Stella’s marriage is in trouble. Her husband has moved out. Out for drinks with the girls, and being chatted up by an attractive doctor, she agrees to go to a party in of all unlikely places conservative suburban Turramurra. This is a place where I lived for a semester or two while at university. I only lived there because it was relatively close – in kilometre terms – to Macquarie University. Turramurra has none of the raffish charm and bohemian loucheness of Glebe or New town which are within walking distance of the University of Sydney. Turramurra is respectable. For this very reason, I used it as a setting myself in my book Music from another country. Today, I shop at Coles there every six weeks when we come back from having our hair done in Terrigal (as everybody does). I have to dodge the walking frames and scooters in the aisles.

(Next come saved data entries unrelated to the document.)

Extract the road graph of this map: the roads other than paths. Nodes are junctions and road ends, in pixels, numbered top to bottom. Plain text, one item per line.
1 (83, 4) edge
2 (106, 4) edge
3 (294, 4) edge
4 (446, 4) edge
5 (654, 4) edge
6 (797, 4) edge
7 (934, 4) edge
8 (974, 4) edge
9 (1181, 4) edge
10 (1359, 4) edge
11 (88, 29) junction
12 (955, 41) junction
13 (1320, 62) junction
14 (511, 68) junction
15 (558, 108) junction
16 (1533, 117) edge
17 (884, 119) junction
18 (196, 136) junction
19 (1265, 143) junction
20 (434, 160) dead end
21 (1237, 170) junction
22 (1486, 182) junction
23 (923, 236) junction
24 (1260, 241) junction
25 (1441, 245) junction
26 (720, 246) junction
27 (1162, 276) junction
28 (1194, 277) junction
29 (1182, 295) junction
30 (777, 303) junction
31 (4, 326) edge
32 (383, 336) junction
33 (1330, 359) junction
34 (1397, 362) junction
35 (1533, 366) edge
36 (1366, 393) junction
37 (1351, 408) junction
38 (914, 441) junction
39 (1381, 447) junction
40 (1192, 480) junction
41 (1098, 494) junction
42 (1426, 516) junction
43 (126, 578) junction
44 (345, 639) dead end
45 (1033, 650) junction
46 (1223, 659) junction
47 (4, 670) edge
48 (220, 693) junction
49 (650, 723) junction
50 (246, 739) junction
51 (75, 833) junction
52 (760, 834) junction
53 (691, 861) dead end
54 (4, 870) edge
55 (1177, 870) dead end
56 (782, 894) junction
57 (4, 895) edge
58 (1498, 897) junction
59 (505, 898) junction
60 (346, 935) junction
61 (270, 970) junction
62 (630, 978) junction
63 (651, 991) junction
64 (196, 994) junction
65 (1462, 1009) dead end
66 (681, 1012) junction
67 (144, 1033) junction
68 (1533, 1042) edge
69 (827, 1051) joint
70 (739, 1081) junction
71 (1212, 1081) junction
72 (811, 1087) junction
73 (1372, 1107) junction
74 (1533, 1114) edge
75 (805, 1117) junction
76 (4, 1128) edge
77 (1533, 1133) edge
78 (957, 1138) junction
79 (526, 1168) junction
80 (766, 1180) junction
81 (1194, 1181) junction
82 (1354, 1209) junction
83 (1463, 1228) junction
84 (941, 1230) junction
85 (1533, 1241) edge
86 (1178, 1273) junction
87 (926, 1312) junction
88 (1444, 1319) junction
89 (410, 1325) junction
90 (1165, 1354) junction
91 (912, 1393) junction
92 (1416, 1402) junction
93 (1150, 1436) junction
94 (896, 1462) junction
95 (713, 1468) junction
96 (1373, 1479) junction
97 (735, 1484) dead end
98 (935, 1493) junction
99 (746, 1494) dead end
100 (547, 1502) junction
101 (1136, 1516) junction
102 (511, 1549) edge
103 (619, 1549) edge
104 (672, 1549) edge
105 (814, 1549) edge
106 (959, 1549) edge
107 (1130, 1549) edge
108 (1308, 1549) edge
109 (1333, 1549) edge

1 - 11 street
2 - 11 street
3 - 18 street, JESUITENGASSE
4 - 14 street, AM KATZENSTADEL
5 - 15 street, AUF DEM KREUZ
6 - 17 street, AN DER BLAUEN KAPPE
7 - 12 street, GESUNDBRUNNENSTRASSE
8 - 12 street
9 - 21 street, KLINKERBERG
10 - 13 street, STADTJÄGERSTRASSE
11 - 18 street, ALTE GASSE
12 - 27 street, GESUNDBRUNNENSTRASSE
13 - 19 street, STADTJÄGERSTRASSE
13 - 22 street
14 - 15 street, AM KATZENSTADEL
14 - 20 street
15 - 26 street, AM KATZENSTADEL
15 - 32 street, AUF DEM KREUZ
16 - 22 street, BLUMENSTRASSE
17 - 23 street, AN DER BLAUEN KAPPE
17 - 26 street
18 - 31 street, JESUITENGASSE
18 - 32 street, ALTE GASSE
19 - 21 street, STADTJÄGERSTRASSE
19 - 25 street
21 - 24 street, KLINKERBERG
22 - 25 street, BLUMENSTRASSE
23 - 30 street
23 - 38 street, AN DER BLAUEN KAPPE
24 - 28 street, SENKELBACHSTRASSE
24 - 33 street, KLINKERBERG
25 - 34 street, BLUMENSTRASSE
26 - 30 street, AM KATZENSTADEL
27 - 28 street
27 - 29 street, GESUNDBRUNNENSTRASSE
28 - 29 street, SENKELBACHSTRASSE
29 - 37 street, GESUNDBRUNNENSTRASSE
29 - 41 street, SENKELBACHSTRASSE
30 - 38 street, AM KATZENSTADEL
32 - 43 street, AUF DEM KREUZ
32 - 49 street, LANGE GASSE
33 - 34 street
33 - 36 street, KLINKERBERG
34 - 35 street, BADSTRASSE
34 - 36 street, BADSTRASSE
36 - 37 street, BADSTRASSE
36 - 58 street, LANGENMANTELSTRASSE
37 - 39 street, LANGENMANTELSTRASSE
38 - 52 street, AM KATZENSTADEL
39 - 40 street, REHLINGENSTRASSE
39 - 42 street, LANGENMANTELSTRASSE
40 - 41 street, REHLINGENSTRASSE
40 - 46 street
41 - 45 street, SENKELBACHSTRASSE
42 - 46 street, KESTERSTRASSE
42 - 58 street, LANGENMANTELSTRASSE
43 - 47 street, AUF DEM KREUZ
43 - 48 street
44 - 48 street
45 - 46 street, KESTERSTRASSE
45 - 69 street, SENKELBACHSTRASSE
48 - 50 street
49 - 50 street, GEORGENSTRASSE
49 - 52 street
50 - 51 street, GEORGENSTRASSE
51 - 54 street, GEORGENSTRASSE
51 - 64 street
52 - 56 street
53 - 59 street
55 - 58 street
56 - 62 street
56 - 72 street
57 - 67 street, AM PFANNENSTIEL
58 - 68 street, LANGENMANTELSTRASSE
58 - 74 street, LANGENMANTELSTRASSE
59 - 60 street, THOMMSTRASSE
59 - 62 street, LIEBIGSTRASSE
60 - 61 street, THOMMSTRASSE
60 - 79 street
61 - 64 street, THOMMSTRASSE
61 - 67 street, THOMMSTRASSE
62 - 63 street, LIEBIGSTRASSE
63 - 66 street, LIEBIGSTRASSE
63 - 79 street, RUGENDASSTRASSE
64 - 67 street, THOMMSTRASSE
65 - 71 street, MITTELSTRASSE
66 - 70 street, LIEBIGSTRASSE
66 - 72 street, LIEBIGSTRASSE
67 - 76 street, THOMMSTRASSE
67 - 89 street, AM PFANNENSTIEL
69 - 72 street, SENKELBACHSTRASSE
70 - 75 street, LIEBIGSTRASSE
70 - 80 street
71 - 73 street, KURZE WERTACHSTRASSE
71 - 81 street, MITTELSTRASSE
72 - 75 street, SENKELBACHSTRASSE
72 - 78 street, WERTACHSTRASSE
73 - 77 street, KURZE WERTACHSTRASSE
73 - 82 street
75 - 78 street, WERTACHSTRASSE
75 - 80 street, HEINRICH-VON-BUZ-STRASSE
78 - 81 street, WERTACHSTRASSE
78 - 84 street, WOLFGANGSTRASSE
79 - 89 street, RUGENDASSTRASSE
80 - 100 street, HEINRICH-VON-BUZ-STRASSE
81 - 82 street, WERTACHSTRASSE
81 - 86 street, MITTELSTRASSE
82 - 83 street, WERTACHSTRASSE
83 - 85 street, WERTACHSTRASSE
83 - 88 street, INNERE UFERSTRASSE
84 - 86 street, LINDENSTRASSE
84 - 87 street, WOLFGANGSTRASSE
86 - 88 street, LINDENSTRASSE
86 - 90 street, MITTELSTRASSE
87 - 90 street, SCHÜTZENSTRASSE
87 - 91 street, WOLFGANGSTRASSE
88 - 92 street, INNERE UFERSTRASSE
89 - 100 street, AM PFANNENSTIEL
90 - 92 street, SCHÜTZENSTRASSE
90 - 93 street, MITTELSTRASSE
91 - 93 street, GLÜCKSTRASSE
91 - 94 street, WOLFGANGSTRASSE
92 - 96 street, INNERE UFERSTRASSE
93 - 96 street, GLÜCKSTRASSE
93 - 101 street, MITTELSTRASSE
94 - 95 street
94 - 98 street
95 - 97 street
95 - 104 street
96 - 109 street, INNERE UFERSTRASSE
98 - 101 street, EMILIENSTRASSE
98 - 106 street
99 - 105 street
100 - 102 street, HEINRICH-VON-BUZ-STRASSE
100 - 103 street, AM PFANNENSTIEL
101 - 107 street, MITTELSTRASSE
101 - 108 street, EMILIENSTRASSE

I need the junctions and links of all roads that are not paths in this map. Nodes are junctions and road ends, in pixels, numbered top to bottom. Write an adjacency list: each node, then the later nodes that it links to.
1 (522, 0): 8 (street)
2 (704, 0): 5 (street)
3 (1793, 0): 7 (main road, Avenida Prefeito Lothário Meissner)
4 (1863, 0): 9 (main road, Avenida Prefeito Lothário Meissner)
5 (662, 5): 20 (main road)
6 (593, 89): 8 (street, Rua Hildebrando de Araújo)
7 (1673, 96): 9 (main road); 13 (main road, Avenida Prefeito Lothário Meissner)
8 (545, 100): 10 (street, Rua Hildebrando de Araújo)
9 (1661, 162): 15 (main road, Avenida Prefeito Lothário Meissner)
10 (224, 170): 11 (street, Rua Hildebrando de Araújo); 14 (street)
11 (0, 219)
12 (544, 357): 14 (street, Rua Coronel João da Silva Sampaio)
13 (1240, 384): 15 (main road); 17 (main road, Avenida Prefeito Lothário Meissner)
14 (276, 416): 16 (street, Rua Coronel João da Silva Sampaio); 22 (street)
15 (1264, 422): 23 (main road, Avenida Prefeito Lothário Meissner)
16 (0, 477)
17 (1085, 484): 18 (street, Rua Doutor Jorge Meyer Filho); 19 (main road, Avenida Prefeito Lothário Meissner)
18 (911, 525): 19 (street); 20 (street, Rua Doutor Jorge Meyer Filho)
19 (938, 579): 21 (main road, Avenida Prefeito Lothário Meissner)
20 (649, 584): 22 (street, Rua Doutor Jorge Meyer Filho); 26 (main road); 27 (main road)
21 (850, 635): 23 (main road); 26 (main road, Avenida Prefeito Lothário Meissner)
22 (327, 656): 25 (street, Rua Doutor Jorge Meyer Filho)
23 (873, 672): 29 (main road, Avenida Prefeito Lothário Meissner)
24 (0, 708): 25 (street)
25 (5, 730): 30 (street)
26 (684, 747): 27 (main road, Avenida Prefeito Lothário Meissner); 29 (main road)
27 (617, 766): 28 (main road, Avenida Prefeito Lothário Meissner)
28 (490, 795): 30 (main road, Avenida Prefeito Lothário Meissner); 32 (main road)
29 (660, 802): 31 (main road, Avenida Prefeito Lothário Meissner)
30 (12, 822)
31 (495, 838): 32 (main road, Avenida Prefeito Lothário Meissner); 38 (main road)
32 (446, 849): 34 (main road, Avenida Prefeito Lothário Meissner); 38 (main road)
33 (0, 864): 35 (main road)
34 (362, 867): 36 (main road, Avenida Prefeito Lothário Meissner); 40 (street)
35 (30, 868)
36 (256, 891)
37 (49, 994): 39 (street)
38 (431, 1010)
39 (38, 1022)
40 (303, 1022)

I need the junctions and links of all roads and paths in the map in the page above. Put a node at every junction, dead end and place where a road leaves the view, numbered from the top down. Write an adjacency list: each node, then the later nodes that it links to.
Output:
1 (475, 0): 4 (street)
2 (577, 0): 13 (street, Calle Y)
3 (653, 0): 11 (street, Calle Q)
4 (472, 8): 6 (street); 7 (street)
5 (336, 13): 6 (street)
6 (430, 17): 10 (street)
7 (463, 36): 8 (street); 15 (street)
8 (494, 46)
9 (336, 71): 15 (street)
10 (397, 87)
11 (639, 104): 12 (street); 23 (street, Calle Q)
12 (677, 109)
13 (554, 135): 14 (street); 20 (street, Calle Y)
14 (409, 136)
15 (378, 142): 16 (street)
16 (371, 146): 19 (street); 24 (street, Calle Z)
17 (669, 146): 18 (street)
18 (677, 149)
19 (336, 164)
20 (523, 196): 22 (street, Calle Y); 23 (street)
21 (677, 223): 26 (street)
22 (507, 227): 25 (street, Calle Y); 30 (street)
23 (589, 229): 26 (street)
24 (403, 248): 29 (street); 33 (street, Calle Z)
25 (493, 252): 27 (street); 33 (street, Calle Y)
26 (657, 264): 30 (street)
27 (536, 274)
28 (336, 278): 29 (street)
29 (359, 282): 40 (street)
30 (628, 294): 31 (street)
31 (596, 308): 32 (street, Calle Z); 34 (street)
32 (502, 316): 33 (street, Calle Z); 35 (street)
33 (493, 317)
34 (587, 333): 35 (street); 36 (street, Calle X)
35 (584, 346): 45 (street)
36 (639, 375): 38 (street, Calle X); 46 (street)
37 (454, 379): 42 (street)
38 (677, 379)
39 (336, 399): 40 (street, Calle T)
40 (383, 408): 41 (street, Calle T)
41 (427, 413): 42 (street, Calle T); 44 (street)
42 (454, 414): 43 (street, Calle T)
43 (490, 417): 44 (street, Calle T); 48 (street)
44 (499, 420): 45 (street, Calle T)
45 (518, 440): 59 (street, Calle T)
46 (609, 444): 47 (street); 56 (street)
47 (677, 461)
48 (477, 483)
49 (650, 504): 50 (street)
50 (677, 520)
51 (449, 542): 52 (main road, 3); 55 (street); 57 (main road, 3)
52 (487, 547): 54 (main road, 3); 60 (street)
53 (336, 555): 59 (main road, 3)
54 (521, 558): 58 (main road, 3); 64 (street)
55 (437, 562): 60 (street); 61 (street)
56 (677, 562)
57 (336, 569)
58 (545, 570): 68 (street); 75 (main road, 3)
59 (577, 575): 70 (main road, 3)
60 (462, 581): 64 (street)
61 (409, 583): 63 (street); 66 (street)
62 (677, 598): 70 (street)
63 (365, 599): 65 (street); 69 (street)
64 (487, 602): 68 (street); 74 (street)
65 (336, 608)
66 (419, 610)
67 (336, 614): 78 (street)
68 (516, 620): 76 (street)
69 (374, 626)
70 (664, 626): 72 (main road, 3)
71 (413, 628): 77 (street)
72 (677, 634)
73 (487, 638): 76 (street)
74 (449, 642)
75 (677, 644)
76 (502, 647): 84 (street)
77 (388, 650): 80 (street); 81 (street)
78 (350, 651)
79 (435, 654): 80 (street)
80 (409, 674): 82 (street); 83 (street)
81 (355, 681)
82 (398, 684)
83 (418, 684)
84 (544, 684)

The suburb has an aged population. It is not the place where ! would imagine a sex party taking place, but Heidke sets one going there and her description of the street and the house makes it very believable. I’m sure I’ve walked past the place. If only I’d known what was going on inside. Turramurra would have been far more interesting.
Stella goes to the party to protect a friend who has had too much to drink. But she sees the husband of another friend there in nappies and crawling on the floor. She leaves, but the nasty nappie wearer starts harassing her. The story evolves
The North Shore has many secrets, and Tony Abbott is the least of them in this complex and humourous book. Heidke is developing into one of Australia’s most accomplished arbiters of manners and morals. I’m looking forward to her next book.

Wednesday, June 6, 2012

Republics of letters: Literary communities in Australia

Republics of Letters: Literary Communities in Australia, edited by Peter Kirkpatrick and Robert Dixon, has just been published by Sydney University Press (ISBN 9781920899783). I have a chapter in this book looking at the place of G.M. Glaskin within the Australian literary community. The book covers a range of topics. Nicole Moore and Christina Spittel look at translations of Australian literature in the German Democratic Republic. Robert Dixon asks whether Australian literature is a world literature. Ann Vickery examines Australian gay and lesbian poetry. Lachlan Brown considers the writing of young refugees in Western Sydney. And there is a great deal more in this thought-provoking volume.